### What you have to do
In the material below, some lines carry "main". Copy each such line.

### Data for the task
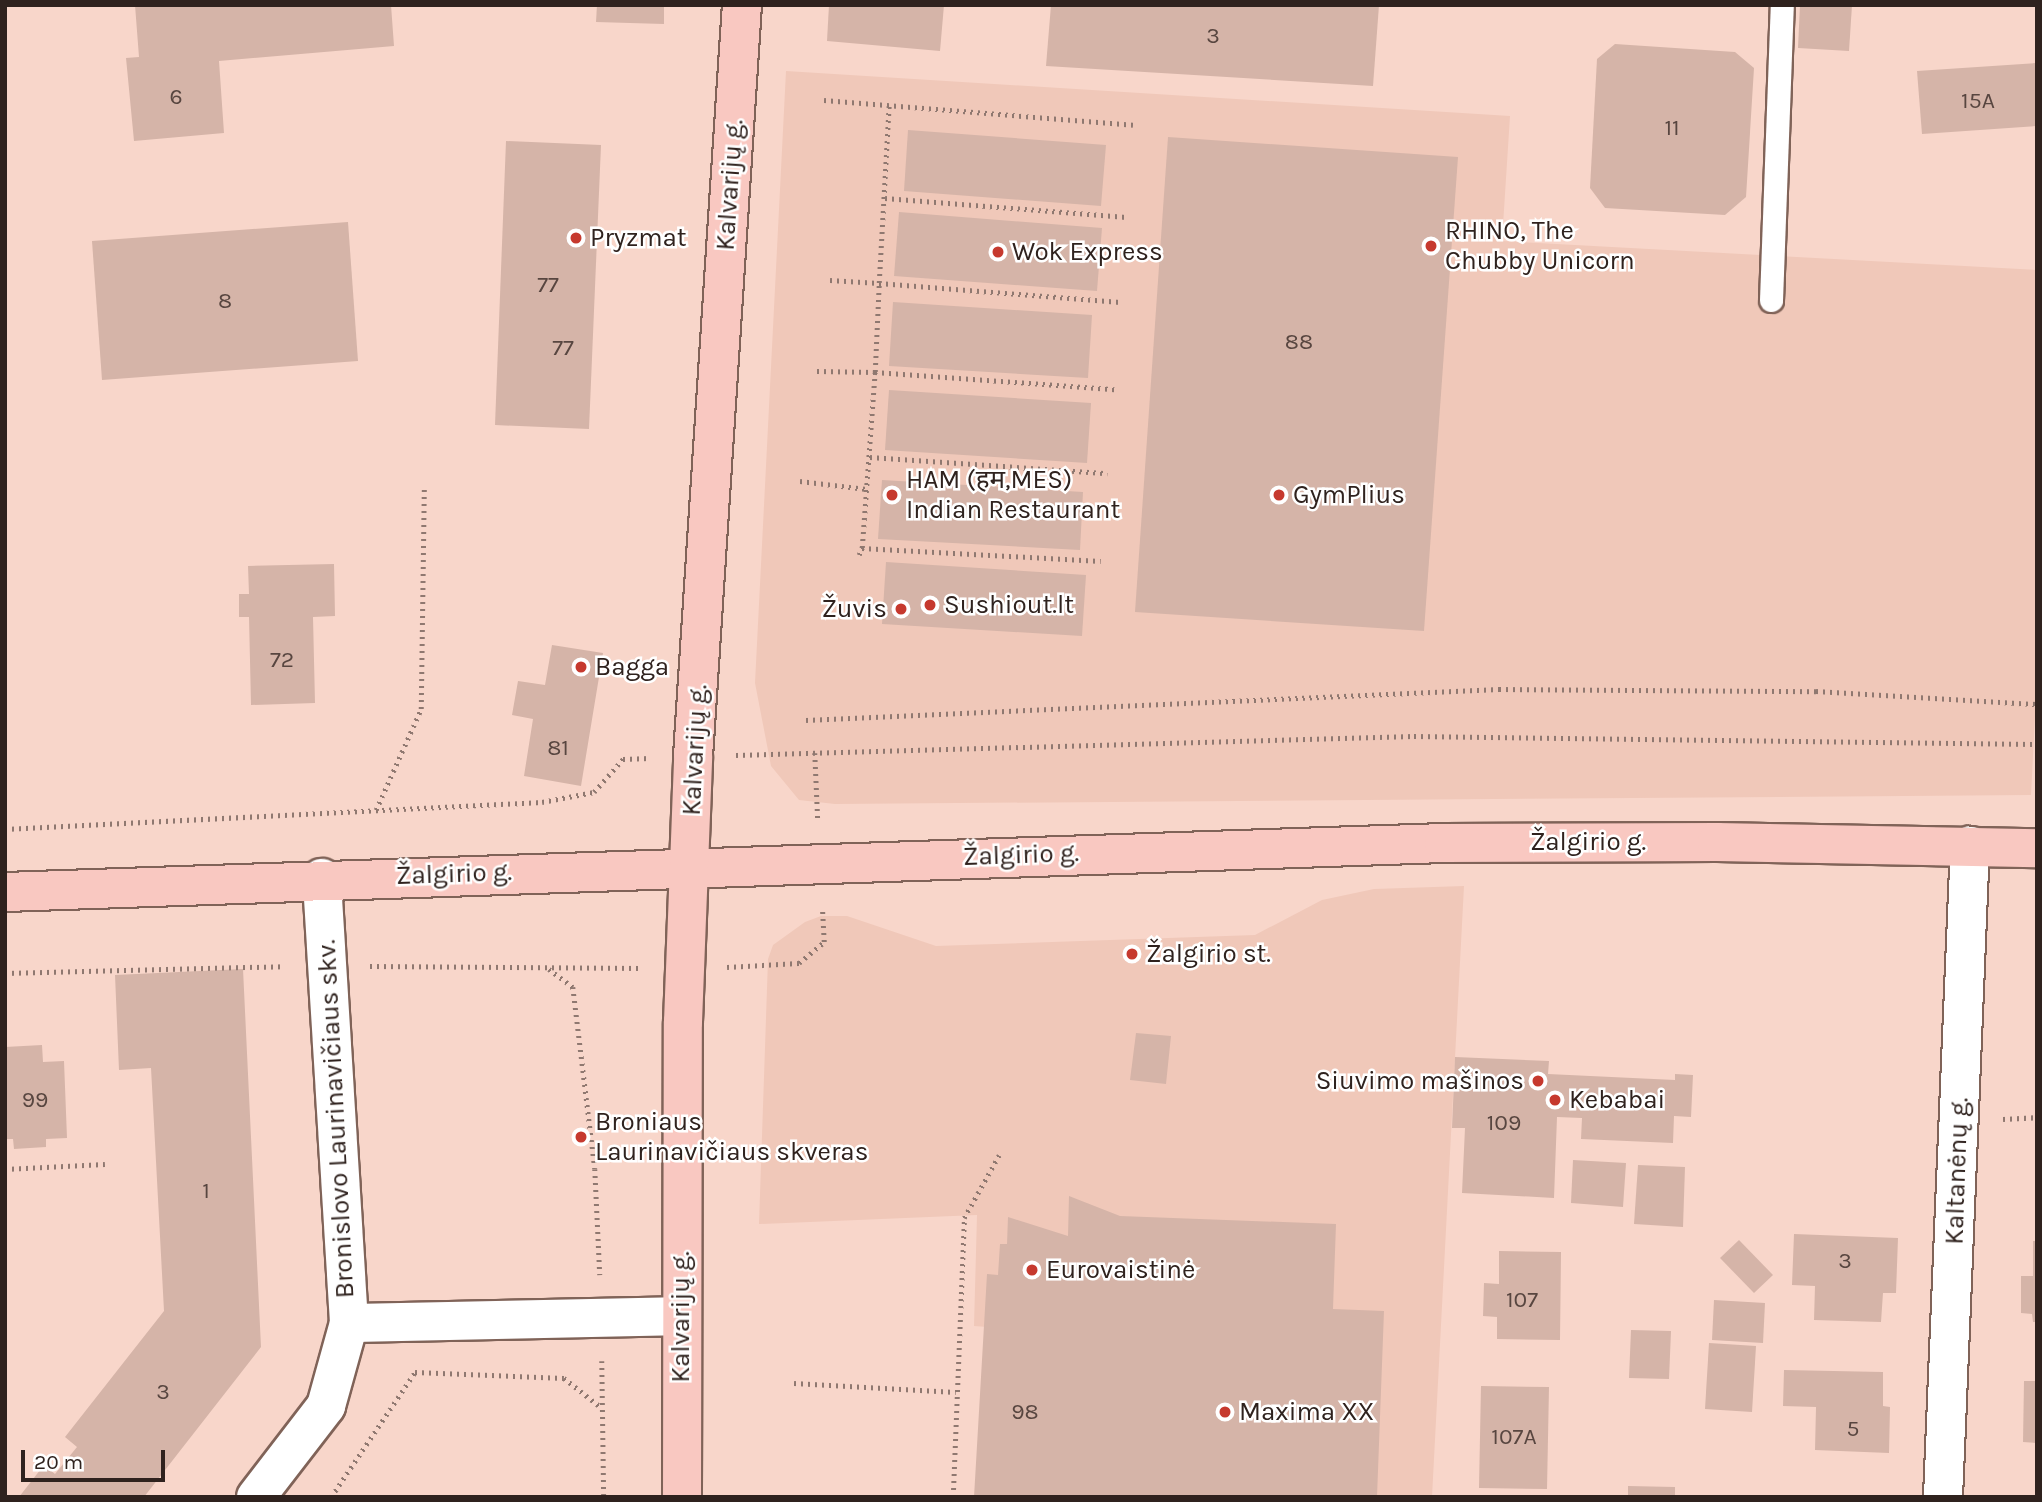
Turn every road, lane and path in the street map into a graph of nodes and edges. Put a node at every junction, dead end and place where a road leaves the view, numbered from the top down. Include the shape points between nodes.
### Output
1 (742, 5) edge
2 (1782, 5) edge
3 (824, 100) dead end
4 (889, 105) junction
5 (1133, 125) dead end
6 (885, 198) junction
7 (1126, 217) dead end
8 (830, 280) dead end
9 (879, 283) junction
10 (1771, 300) dead end
11 (1120, 302) dead end
12 (817, 371) dead end
13 (875, 372) junction
14 (1114, 389) dead end
15 (870, 457) junction
16 (1107, 473) dead end
17 (800, 481) dead end
18 (424, 486) dead end
19 (867, 489) junction
20 (862, 548) junction
21 (859, 555) dead end
22 (1101, 561) dead end
23 (2037, 704) edge
24 (806, 720) dead end
25 (2037, 744) edge
26 (542, 802) dead end
27 (376, 810) junction
28 (5, 829) edge
29 (1970, 846) junction
30 (2037, 848) edge
31 (820, 862) junction
32 (689, 866) junction
33 (322, 878) junction
34 (5, 892) edge
35 (327, 966) junction
36 (5, 973) edge
37 (999, 1155) dead end
38 (105, 1164) dead end
39 (5, 1169) edge
40 (679, 1316) junction
41 (601, 1317) junction
42 (349, 1323) junction
43 (794, 1383) dead end
44 (956, 1392) junction
45 (602, 1408) junction
46 (256, 1497) edge
47 (331, 1497) edge
48 (604, 1497) edge
49 (682, 1497) edge
50 (953, 1497) edge
51 (1943, 1497) edge

1 - 32 main road, Kalvarijų g.
2 - 10 lane
3 - 4 path
4 - 5 path
4 - 6 path
6 - 7 path
6 - 9 path
8 - 9 path
9 - 11 path
9 - 13 path
12 - 13 path
13 - 14 path
13 - 15 path
15 - 16 path
15 - 19 path
17 - 19 path
18 - 27 path via 421,709
19 - 20 path
20 - 21 path
20 - 22 path
23 - 24 path via 1816,691 1499,689
25 - 31 path via 1414,736 815,753
26 - 27 path
27 - 28 path
29 - 30 main road, Žalgirio g.
29 - 31 main road, Žalgirio g. via 1444,843
29 - 51 street, Kaltanėnų g.
31 - 32 main road, Žalgirio g.
32 - 33 main road, Žalgirio g.
32 - 40 main road, Kalvarijų g.
33 - 34 main road, Žalgirio g.
33 - 35 street, Bronislovo Laurinavičiaus skv.
35 - 36 path
35 - 41 path via 548,968 573,987 594,1170
35 - 42 street, Bronislovo Laurinavičiaus skv.
37 - 44 path via 964,1218
38 - 39 path
40 - 41 street, Bronislovo Laurinavičiaus skv.
40 - 49 main road, Kalvarijų g.
41 - 42 street, Bronislovo Laurinavičiaus skv.
41 - 45 path
42 - 46 street via 326,1406
43 - 44 path
44 - 50 path
45 - 47 path via 564,1378 415,1372
45 - 48 path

### Answer box
1 - 32 main road, Kalvarijų g.
29 - 30 main road, Žalgirio g.
29 - 31 main road, Žalgirio g. via 1444,843
31 - 32 main road, Žalgirio g.
32 - 33 main road, Žalgirio g.
32 - 40 main road, Kalvarijų g.
33 - 34 main road, Žalgirio g.
40 - 49 main road, Kalvarijų g.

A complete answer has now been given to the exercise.